*Input for this task:*
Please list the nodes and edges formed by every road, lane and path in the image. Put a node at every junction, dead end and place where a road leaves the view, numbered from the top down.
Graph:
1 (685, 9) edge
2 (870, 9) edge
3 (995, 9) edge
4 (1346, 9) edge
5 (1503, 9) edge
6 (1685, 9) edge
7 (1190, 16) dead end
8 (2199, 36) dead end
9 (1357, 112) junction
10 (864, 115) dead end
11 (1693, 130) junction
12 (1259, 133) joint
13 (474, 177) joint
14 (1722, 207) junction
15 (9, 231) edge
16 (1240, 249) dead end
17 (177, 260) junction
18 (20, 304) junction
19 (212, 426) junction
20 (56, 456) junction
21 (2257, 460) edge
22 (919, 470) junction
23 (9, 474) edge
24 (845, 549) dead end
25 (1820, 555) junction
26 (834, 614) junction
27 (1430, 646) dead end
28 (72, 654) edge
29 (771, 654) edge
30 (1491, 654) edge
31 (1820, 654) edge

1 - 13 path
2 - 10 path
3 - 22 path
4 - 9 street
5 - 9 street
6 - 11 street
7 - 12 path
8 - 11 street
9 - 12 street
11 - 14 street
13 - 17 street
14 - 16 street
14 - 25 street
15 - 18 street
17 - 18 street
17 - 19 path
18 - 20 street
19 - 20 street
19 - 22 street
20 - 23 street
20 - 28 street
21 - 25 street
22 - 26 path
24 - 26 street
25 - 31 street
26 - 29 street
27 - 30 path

*Exercise requirements:* The whole of the data must be given back word for word.

*Result of this task:*
Please list the nodes and edges formed by every road, lane and path in the image. Put a node at every junction, dead end and place where a road leaves the view, numbered from the top down.
Graph:
1 (685, 9) edge
2 (870, 9) edge
3 (995, 9) edge
4 (1346, 9) edge
5 (1503, 9) edge
6 (1685, 9) edge
7 (1190, 16) dead end
8 (2199, 36) dead end
9 (1357, 112) junction
10 (864, 115) dead end
11 (1693, 130) junction
12 (1259, 133) joint
13 (474, 177) joint
14 (1722, 207) junction
15 (9, 231) edge
16 (1240, 249) dead end
17 (177, 260) junction
18 (20, 304) junction
19 (212, 426) junction
20 (56, 456) junction
21 (2257, 460) edge
22 (919, 470) junction
23 (9, 474) edge
24 (845, 549) dead end
25 (1820, 555) junction
26 (834, 614) junction
27 (1430, 646) dead end
28 (72, 654) edge
29 (771, 654) edge
30 (1491, 654) edge
31 (1820, 654) edge

1 - 13 path
2 - 10 path
3 - 22 path
4 - 9 street
5 - 9 street
6 - 11 street
7 - 12 path
8 - 11 street
9 - 12 street
11 - 14 street
13 - 17 street
14 - 16 street
14 - 25 street
15 - 18 street
17 - 18 street
17 - 19 path
18 - 20 street
19 - 20 street
19 - 22 street
20 - 23 street
20 - 28 street
21 - 25 street
22 - 26 path
24 - 26 street
25 - 31 street
26 - 29 street
27 - 30 path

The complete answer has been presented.